A U.S. military court ruled that bump stocks, or devices that can increase the rate of fire in some semi-automatic firearms, are not machine guns despite the federal government in 2018 having issued a rule banning them.
The U.S. Navy-Marine Corps Court of Criminal Appeals on Sept. 9, in the case of U.S. v. Ali Alkazahg, said that the 2018 order “directed the Bureau of Alcohol, Tobacco, Firearms, and Explosives [ATF] to issue a new interpretation of a rule—that contradicted the ATF’s previous interpretation—governing legislation from the 1930s.”
In the case, Akazahg, a Marine Corps private, was convicted of possessing two machine guns, which were actually bump stocks, in violation of Articles 83, 107, and 134 of the Uniform Code of Military Justice. Lawyers for the Marine argued that bump stocks didn’t meet the definition of machine guns.

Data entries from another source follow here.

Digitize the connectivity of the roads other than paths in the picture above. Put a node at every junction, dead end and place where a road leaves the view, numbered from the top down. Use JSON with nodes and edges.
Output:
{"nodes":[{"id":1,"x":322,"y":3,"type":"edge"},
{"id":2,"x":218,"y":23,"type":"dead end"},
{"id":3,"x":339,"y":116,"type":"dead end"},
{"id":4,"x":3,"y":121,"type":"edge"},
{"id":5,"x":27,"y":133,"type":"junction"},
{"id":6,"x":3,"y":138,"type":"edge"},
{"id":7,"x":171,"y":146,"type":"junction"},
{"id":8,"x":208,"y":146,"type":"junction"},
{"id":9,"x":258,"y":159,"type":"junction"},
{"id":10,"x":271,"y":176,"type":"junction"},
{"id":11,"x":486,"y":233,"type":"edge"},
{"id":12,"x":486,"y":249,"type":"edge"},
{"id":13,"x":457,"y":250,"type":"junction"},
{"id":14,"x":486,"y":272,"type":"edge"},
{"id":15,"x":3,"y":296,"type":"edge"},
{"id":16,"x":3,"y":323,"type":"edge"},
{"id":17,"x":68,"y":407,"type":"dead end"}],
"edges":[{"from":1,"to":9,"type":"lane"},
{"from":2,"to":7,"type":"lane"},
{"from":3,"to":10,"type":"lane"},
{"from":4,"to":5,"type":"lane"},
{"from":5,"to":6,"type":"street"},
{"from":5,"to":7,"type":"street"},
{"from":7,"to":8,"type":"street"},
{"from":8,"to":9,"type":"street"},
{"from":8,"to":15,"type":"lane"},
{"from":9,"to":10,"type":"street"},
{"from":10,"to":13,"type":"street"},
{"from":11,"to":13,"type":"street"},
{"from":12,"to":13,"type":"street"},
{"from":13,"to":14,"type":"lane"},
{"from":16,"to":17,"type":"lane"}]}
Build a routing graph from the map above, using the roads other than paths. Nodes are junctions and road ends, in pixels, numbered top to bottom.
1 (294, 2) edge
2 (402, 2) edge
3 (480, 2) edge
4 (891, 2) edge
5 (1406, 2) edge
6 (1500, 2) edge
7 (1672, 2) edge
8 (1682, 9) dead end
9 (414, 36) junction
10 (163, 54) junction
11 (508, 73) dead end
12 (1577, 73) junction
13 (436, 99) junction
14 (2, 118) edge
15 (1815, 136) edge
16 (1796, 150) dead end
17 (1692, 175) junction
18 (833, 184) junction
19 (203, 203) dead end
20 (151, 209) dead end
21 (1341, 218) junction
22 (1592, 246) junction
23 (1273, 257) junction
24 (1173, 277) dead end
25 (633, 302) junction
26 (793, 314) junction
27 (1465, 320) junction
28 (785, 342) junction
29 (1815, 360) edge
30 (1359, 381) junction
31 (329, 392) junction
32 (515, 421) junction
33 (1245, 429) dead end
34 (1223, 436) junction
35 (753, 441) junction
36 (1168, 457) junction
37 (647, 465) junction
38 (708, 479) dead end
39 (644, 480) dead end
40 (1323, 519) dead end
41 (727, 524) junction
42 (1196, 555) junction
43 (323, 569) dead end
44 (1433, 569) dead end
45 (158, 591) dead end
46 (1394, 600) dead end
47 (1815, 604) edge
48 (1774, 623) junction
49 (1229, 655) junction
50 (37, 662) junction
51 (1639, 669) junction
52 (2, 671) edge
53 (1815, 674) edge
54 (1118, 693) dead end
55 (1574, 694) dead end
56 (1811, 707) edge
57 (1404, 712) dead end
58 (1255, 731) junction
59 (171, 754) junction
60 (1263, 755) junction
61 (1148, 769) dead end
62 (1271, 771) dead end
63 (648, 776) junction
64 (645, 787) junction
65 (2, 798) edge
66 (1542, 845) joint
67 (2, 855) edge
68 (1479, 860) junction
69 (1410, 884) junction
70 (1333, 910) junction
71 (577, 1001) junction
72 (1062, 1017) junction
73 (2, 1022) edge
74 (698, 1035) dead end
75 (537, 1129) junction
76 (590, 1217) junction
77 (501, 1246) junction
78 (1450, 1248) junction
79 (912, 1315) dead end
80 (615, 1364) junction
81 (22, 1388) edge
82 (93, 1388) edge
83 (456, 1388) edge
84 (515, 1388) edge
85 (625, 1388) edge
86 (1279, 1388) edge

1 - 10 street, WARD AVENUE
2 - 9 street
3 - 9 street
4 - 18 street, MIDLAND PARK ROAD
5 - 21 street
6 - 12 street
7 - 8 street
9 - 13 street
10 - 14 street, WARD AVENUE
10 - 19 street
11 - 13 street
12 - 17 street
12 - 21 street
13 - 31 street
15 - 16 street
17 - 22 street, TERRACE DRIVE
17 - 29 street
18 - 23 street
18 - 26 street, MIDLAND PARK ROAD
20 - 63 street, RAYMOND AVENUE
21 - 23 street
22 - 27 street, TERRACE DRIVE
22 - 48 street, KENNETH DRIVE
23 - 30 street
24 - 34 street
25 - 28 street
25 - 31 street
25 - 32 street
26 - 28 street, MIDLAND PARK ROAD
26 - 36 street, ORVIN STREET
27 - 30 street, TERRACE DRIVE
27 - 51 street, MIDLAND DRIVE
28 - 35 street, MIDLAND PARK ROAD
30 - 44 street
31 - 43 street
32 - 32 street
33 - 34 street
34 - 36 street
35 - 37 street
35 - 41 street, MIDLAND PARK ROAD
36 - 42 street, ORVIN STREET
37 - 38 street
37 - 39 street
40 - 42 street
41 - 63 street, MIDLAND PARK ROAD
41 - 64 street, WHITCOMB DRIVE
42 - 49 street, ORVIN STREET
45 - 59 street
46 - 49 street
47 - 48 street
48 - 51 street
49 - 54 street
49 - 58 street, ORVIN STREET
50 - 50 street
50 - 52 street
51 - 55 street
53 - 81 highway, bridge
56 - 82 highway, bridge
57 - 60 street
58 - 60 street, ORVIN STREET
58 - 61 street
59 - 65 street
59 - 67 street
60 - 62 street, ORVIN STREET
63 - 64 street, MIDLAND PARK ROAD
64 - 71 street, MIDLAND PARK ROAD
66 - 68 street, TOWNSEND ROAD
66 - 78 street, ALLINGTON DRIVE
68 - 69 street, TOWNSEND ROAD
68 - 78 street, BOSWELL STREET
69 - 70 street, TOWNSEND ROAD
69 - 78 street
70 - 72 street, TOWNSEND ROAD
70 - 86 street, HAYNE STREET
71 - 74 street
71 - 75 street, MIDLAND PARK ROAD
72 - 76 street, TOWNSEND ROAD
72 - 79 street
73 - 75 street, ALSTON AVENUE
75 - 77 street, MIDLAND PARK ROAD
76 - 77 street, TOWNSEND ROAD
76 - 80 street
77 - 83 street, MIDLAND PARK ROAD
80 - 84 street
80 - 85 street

The court ultimately agreed with Akazahg’s lawyers, issuing a unanimous ruling.
“In 1986, Congress passed the Firearms Owners’ Protection Act [FOPA], banning possession of machine guns not owned before 1986,” the judges wrote. “FOPA also banned any parts, to include frames and receivers, which were part of a machine gun or were designed for converting a weapon into a machine gun.”
It added, “Due to having a bump stock, Appellant was charged under the statute which states that a machine gun is ‘any weapon which shoots, is designed to shoot, or can be readily restored to shoot, automatically, more than one shot, without manual reloading, by a single function of the trigger.’” But they said that a bump stock doesn’t meet that definition.
In late 2018, then-acting Attorney General Matthew Whitaker amended an ATF rule that determined bump stocks fall within the definition of being a machine gun under federal law.
“It is not the role of the executive—particularly the unelected administrative state—to dictate to the public what is right and what is wrong,” stated Judges Alice Batchelder and Eric Murphy of the 6th U.S. Circuit Court of Appeals, who wrote the 2-1 majority opinion. “Granting the executive the right both to determine a criminal statute’s meaning and to enforce that same criminal statute poses a severe risk to individual liberty,” they noted.